Saved entries
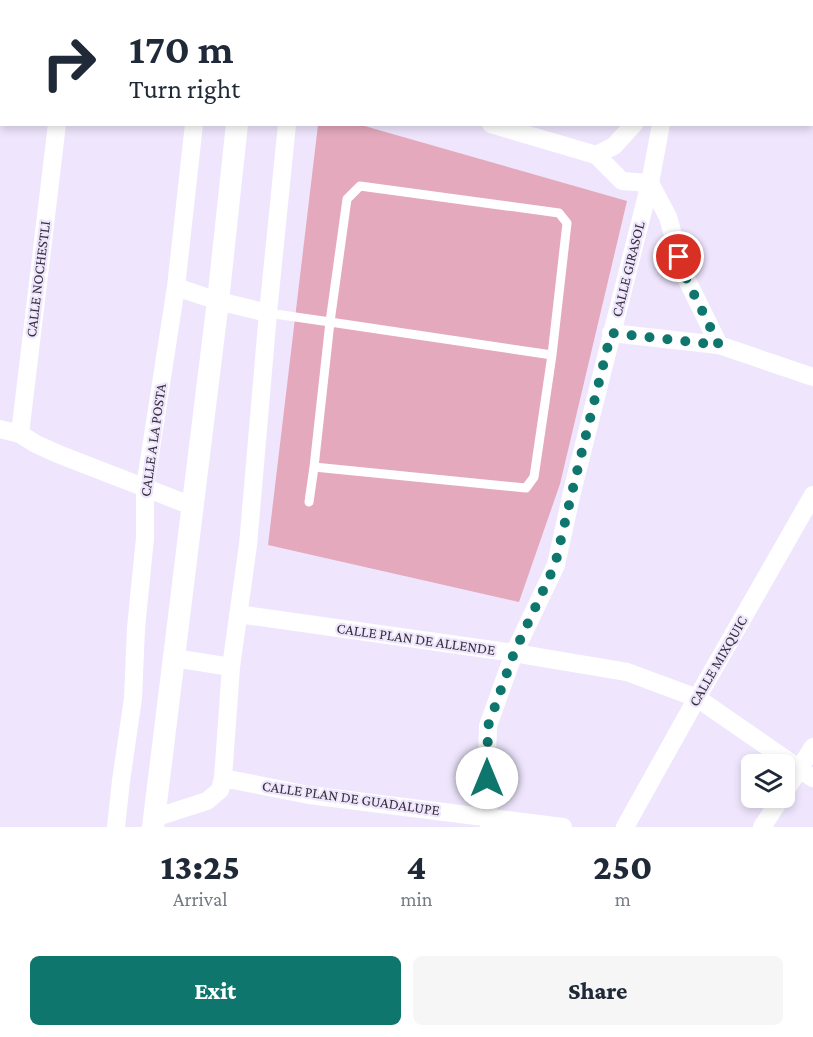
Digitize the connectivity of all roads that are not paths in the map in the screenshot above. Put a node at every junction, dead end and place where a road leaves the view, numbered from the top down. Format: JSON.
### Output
{"nodes":[{"id":1,"x":57,"y":126,"type":"edge"},
{"id":2,"x":195,"y":126,"type":"edge"},
{"id":3,"x":237,"y":126,"type":"edge"},
{"id":4,"x":287,"y":126,"type":"edge"},
{"id":5,"x":498,"y":126,"type":"edge"},
{"id":6,"x":632,"y":126,"type":"edge"},
{"id":7,"x":661,"y":126,"type":"edge"},
{"id":8,"x":596,"y":155,"type":"junction"},
{"id":9,"x":650,"y":183,"type":"junction"},
{"id":10,"x":176,"y":287,"type":"junction"},
{"id":11,"x":218,"y":301,"type":"junction"},
{"id":12,"x":268,"y":313,"type":"junction"},
{"id":13,"x":330,"y":322,"type":"junction"},
{"id":14,"x":611,"y":333,"type":"junction"},
{"id":15,"x":719,"y":345,"type":"junction"},
{"id":16,"x":552,"y":355,"type":"junction"},
{"id":17,"x":813,"y":377,"type":"edge"},
{"id":18,"x":0,"y":429,"type":"edge"},
{"id":19,"x":20,"y":434,"type":"junction"},
{"id":20,"x":314,"y":467,"type":"junction"},
{"id":21,"x":145,"y":487,"type":"junction"},
{"id":22,"x":813,"y":495,"type":"edge"},
{"id":23,"x":309,"y":502,"type":"dead end"},
{"id":24,"x":192,"y":506,"type":"junction"},
{"id":25,"x":238,"y":614,"type":"junction"},
{"id":26,"x":514,"y":653,"type":"junction"},
{"id":27,"x":174,"y":658,"type":"junction"},
{"id":28,"x":231,"y":667,"type":"junction"},
{"id":29,"x":697,"y":698,"type":"junction"},
{"id":30,"x":813,"y":747,"type":"edge"},
{"id":31,"x":806,"y":773,"type":"edge"},
{"id":32,"x":223,"y":778,"type":"junction"},
{"id":33,"x":774,"y":808,"type":"edge"},
{"id":34,"x":154,"y":822,"type":"edge"},
{"id":35,"x":489,"y":822,"type":"edge"},
{"id":36,"x":116,"y":827,"type":"edge"},
{"id":37,"x":563,"y":827,"type":"edge"},
{"id":38,"x":625,"y":827,"type":"edge"},
{"id":39,"x":762,"y":827,"type":"edge"}],
"edges":[{"from":1,"to":19,"type":"street","name":"CALLE NOCHESTLI"},
{"from":2,"to":10,"type":"street","name":"CALLE A LA POSTA"},
{"from":3,"to":11,"type":"street"},
{"from":4,"to":12,"type":"street"},
{"from":5,"to":8,"type":"street"},
{"from":6,"to":8,"type":"street"},
{"from":7,"to":9,"type":"street","name":"CALLE GIRASOL"},
{"from":8,"to":9,"type":"street"},
{"from":9,"to":14,"type":"street","name":"CALLE GIRASOL"},
{"from":9,"to":15,"type":"street"},
{"from":10,"to":11,"type":"street"},
{"from":10,"to":21,"type":"street","name":"CALLE A LA POSTA"},
{"from":11,"to":12,"type":"street"},
{"from":11,"to":24,"type":"street"},
{"from":12,"to":13,"type":"lane"},
{"from":12,"to":25,"type":"street"},
{"from":13,"to":16,"type":"lane"},
{"from":13,"to":16,"type":"lane"},
{"from":13,"to":20,"type":"lane"},
{"from":14,"to":15,"type":"street"},
{"from":14,"to":26,"type":"street","name":"CALLE GIRASOL"},
{"from":15,"to":17,"type":"street"},
{"from":16,"to":20,"type":"lane"},
{"from":18,"to":19,"type":"street"},
{"from":19,"to":21,"type":"street"},
{"from":20,"to":23,"type":"lane"},
{"from":21,"to":24,"type":"street"},
{"from":21,"to":36,"type":"street","name":"CALLE A LA POSTA"},
{"from":22,"to":29,"type":"street","name":"CALLE MIXQUIC"},
{"from":24,"to":27,"type":"street"},
{"from":25,"to":26,"type":"street","name":"CALLE PLAN DE ALLENDE"},
{"from":25,"to":28,"type":"street"},
{"from":26,"to":29,"type":"street","name":"CALLE PLAN DE ALLENDE"},
{"from":26,"to":35,"type":"street","name":"CALLE GIRASOL"},
{"from":27,"to":28,"type":"street"},
{"from":27,"to":34,"type":"street"},
{"from":28,"to":32,"type":"street"},
{"from":29,"to":31,"type":"street","name":"CALLE PLAN DE ALLENDE"},
{"from":29,"to":38,"type":"street","name":"CALLE MIXQUIC"},
{"from":30,"to":31,"type":"street"},
{"from":32,"to":34,"type":"street"},
{"from":32,"to":35,"type":"street","name":"CALLE PLAN DE GUADALUPE"},
{"from":33,"to":39,"type":"street"},
{"from":35,"to":37,"type":"street","name":"CALLE PLAN DE GUADALUPE"}]}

### Exercise prompt
All of the entries above should be copied exactly, except for the pictures.

### Finished exercise
Digitize the connectivity of all roads that are not paths in the map in the screenshot above. Put a node at every junction, dead end and place where a road leaves the view, numbered from the top down. Format: JSON.
### Output
{"nodes":[{"id":1,"x":57,"y":126,"type":"edge"},
{"id":2,"x":195,"y":126,"type":"edge"},
{"id":3,"x":237,"y":126,"type":"edge"},
{"id":4,"x":287,"y":126,"type":"edge"},
{"id":5,"x":498,"y":126,"type":"edge"},
{"id":6,"x":632,"y":126,"type":"edge"},
{"id":7,"x":661,"y":126,"type":"edge"},
{"id":8,"x":596,"y":155,"type":"junction"},
{"id":9,"x":650,"y":183,"type":"junction"},
{"id":10,"x":176,"y":287,"type":"junction"},
{"id":11,"x":218,"y":301,"type":"junction"},
{"id":12,"x":268,"y":313,"type":"junction"},
{"id":13,"x":330,"y":322,"type":"junction"},
{"id":14,"x":611,"y":333,"type":"junction"},
{"id":15,"x":719,"y":345,"type":"junction"},
{"id":16,"x":552,"y":355,"type":"junction"},
{"id":17,"x":813,"y":377,"type":"edge"},
{"id":18,"x":0,"y":429,"type":"edge"},
{"id":19,"x":20,"y":434,"type":"junction"},
{"id":20,"x":314,"y":467,"type":"junction"},
{"id":21,"x":145,"y":487,"type":"junction"},
{"id":22,"x":813,"y":495,"type":"edge"},
{"id":23,"x":309,"y":502,"type":"dead end"},
{"id":24,"x":192,"y":506,"type":"junction"},
{"id":25,"x":238,"y":614,"type":"junction"},
{"id":26,"x":514,"y":653,"type":"junction"},
{"id":27,"x":174,"y":658,"type":"junction"},
{"id":28,"x":231,"y":667,"type":"junction"},
{"id":29,"x":697,"y":698,"type":"junction"},
{"id":30,"x":813,"y":747,"type":"edge"},
{"id":31,"x":806,"y":773,"type":"edge"},
{"id":32,"x":223,"y":778,"type":"junction"},
{"id":33,"x":774,"y":808,"type":"edge"},
{"id":34,"x":154,"y":822,"type":"edge"},
{"id":35,"x":489,"y":822,"type":"edge"},
{"id":36,"x":116,"y":827,"type":"edge"},
{"id":37,"x":563,"y":827,"type":"edge"},
{"id":38,"x":625,"y":827,"type":"edge"},
{"id":39,"x":762,"y":827,"type":"edge"}],
"edges":[{"from":1,"to":19,"type":"street","name":"CALLE NOCHESTLI"},
{"from":2,"to":10,"type":"street","name":"CALLE A LA POSTA"},
{"from":3,"to":11,"type":"street"},
{"from":4,"to":12,"type":"street"},
{"from":5,"to":8,"type":"street"},
{"from":6,"to":8,"type":"street"},
{"from":7,"to":9,"type":"street","name":"CALLE GIRASOL"},
{"from":8,"to":9,"type":"street"},
{"from":9,"to":14,"type":"street","name":"CALLE GIRASOL"},
{"from":9,"to":15,"type":"street"},
{"from":10,"to":11,"type":"street"},
{"from":10,"to":21,"type":"street","name":"CALLE A LA POSTA"},
{"from":11,"to":12,"type":"street"},
{"from":11,"to":24,"type":"street"},
{"from":12,"to":13,"type":"lane"},
{"from":12,"to":25,"type":"street"},
{"from":13,"to":16,"type":"lane"},
{"from":13,"to":16,"type":"lane"},
{"from":13,"to":20,"type":"lane"},
{"from":14,"to":15,"type":"street"},
{"from":14,"to":26,"type":"street","name":"CALLE GIRASOL"},
{"from":15,"to":17,"type":"street"},
{"from":16,"to":20,"type":"lane"},
{"from":18,"to":19,"type":"street"},
{"from":19,"to":21,"type":"street"},
{"from":20,"to":23,"type":"lane"},
{"from":21,"to":24,"type":"street"},
{"from":21,"to":36,"type":"street","name":"CALLE A LA POSTA"},
{"from":22,"to":29,"type":"street","name":"CALLE MIXQUIC"},
{"from":24,"to":27,"type":"street"},
{"from":25,"to":26,"type":"street","name":"CALLE PLAN DE ALLENDE"},
{"from":25,"to":28,"type":"street"},
{"from":26,"to":29,"type":"street","name":"CALLE PLAN DE ALLENDE"},
{"from":26,"to":35,"type":"street","name":"CALLE GIRASOL"},
{"from":27,"to":28,"type":"street"},
{"from":27,"to":34,"type":"street"},
{"from":28,"to":32,"type":"street"},
{"from":29,"to":31,"type":"street","name":"CALLE PLAN DE ALLENDE"},
{"from":29,"to":38,"type":"street","name":"CALLE MIXQUIC"},
{"from":30,"to":31,"type":"street"},
{"from":32,"to":34,"type":"street"},
{"from":32,"to":35,"type":"street","name":"CALLE PLAN DE GUADALUPE"},
{"from":33,"to":39,"type":"street"},
{"from":35,"to":37,"type":"street","name":"CALLE PLAN DE GUADALUPE"}]}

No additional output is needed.